- [Problem statement]
Would you reproduce the entries that follow exactly as they appear?

- [Materials provided]
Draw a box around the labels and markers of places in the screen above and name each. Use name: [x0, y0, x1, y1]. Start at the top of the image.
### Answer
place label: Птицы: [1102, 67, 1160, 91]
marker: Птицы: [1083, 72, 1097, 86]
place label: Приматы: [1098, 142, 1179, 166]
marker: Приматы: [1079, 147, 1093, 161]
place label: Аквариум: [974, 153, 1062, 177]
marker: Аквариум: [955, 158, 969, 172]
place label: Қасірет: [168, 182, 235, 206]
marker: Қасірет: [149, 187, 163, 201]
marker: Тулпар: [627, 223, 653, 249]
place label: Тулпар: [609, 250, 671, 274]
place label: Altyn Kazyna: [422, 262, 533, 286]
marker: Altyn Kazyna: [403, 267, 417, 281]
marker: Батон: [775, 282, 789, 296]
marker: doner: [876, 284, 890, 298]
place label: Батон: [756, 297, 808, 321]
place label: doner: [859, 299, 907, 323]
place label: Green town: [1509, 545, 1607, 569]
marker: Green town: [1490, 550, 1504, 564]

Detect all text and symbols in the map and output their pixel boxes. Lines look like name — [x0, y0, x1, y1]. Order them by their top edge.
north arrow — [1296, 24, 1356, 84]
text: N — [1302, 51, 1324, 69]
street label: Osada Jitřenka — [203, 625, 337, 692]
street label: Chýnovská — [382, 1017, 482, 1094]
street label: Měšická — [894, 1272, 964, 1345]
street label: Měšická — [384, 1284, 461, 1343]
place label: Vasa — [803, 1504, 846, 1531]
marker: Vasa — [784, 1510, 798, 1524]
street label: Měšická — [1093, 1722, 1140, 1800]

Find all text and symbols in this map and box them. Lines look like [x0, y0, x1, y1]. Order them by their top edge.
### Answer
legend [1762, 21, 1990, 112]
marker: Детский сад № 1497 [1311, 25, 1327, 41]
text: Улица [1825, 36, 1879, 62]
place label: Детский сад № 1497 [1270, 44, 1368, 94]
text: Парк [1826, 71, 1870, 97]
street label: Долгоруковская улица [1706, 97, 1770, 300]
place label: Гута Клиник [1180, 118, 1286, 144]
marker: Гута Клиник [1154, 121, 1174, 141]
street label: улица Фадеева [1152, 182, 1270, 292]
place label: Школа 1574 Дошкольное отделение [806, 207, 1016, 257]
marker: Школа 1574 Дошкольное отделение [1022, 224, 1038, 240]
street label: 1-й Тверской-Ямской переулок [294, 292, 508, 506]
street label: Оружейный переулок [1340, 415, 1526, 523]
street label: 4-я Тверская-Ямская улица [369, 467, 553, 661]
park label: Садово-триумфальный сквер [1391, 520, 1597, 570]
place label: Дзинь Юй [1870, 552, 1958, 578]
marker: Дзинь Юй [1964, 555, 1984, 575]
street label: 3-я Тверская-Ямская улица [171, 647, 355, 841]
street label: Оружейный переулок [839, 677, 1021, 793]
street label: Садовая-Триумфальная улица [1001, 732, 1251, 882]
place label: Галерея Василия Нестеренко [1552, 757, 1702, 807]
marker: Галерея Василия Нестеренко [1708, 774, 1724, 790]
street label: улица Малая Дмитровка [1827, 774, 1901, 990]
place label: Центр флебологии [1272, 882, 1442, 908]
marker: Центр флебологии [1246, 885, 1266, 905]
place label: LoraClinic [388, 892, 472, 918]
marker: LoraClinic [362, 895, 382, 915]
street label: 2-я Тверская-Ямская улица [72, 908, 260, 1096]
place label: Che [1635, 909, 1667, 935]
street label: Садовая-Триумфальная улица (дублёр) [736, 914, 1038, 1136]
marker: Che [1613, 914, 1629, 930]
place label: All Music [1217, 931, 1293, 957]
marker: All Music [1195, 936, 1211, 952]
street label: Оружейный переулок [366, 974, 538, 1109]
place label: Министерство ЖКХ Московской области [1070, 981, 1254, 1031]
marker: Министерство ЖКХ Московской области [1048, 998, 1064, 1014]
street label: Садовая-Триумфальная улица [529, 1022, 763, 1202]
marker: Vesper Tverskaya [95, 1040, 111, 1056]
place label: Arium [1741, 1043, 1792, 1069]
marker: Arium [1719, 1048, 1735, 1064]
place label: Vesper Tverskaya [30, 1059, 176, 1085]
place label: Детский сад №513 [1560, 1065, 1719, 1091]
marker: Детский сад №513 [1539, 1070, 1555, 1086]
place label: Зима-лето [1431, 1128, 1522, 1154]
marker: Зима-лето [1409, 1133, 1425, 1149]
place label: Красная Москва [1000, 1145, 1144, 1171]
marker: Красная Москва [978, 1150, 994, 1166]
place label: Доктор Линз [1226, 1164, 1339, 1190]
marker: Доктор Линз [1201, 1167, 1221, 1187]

- [Exercise response]
Draw a box around the labels and markers of places in the screen above and name each. Use name: [x0, y0, x1, y1]. Start at the top of the image.
### Answer
place label: Птицы: [1102, 67, 1160, 91]
marker: Птицы: [1083, 72, 1097, 86]
place label: Приматы: [1098, 142, 1179, 166]
marker: Приматы: [1079, 147, 1093, 161]
place label: Аквариум: [974, 153, 1062, 177]
marker: Аквариум: [955, 158, 969, 172]
place label: Қасірет: [168, 182, 235, 206]
marker: Қасірет: [149, 187, 163, 201]
marker: Тулпар: [627, 223, 653, 249]
place label: Тулпар: [609, 250, 671, 274]
place label: Altyn Kazyna: [422, 262, 533, 286]
marker: Altyn Kazyna: [403, 267, 417, 281]
marker: Батон: [775, 282, 789, 296]
marker: doner: [876, 284, 890, 298]
place label: Батон: [756, 297, 808, 321]
place label: doner: [859, 299, 907, 323]
place label: Green town: [1509, 545, 1607, 569]
marker: Green town: [1490, 550, 1504, 564]

Detect all text and symbols in the map and output their pixel boxes. Lines look like name — [x0, y0, x1, y1]. Order them by their top edge.
north arrow — [1296, 24, 1356, 84]
text: N — [1302, 51, 1324, 69]
street label: Osada Jitřenka — [203, 625, 337, 692]
street label: Chýnovská — [382, 1017, 482, 1094]
street label: Měšická — [894, 1272, 964, 1345]
street label: Měšická — [384, 1284, 461, 1343]
place label: Vasa — [803, 1504, 846, 1531]
marker: Vasa — [784, 1510, 798, 1524]
street label: Měšická — [1093, 1722, 1140, 1800]

Find all text and symbols in this map and box them. Lines look like [x0, y0, x1, y1]. Order them by their top edge.
### Answer
legend [1762, 21, 1990, 112]
marker: Детский сад № 1497 [1311, 25, 1327, 41]
text: Улица [1825, 36, 1879, 62]
place label: Детский сад № 1497 [1270, 44, 1368, 94]
text: Парк [1826, 71, 1870, 97]
street label: Долгоруковская улица [1706, 97, 1770, 300]
place label: Гута Клиник [1180, 118, 1286, 144]
marker: Гута Клиник [1154, 121, 1174, 141]
street label: улица Фадеева [1152, 182, 1270, 292]
place label: Школа 1574 Дошкольное отделение [806, 207, 1016, 257]
marker: Школа 1574 Дошкольное отделение [1022, 224, 1038, 240]
street label: 1-й Тверской-Ямской переулок [294, 292, 508, 506]
street label: Оружейный переулок [1340, 415, 1526, 523]
street label: 4-я Тверская-Ямская улица [369, 467, 553, 661]
park label: Садово-триумфальный сквер [1391, 520, 1597, 570]
place label: Дзинь Юй [1870, 552, 1958, 578]
marker: Дзинь Юй [1964, 555, 1984, 575]
street label: 3-я Тверская-Ямская улица [171, 647, 355, 841]
street label: Оружейный переулок [839, 677, 1021, 793]
street label: Садовая-Триумфальная улица [1001, 732, 1251, 882]
place label: Галерея Василия Нестеренко [1552, 757, 1702, 807]
marker: Галерея Василия Нестеренко [1708, 774, 1724, 790]
street label: улица Малая Дмитровка [1827, 774, 1901, 990]
place label: Центр флебологии [1272, 882, 1442, 908]
marker: Центр флебологии [1246, 885, 1266, 905]
place label: LoraClinic [388, 892, 472, 918]
marker: LoraClinic [362, 895, 382, 915]
street label: 2-я Тверская-Ямская улица [72, 908, 260, 1096]
place label: Che [1635, 909, 1667, 935]
street label: Садовая-Триумфальная улица (дублёр) [736, 914, 1038, 1136]
marker: Che [1613, 914, 1629, 930]
place label: All Music [1217, 931, 1293, 957]
marker: All Music [1195, 936, 1211, 952]
street label: Оружейный переулок [366, 974, 538, 1109]
place label: Министерство ЖКХ Московской области [1070, 981, 1254, 1031]
marker: Министерство ЖКХ Московской области [1048, 998, 1064, 1014]
street label: Садовая-Триумфальная улица [529, 1022, 763, 1202]
marker: Vesper Tverskaya [95, 1040, 111, 1056]
place label: Arium [1741, 1043, 1792, 1069]
marker: Arium [1719, 1048, 1735, 1064]
place label: Vesper Tverskaya [30, 1059, 176, 1085]
place label: Детский сад №513 [1560, 1065, 1719, 1091]
marker: Детский сад №513 [1539, 1070, 1555, 1086]
place label: Зима-лето [1431, 1128, 1522, 1154]
marker: Зима-лето [1409, 1133, 1425, 1149]
place label: Красная Москва [1000, 1145, 1144, 1171]
marker: Красная Москва [978, 1150, 994, 1166]
place label: Доктор Линз [1226, 1164, 1339, 1190]
marker: Доктор Линз [1201, 1167, 1221, 1187]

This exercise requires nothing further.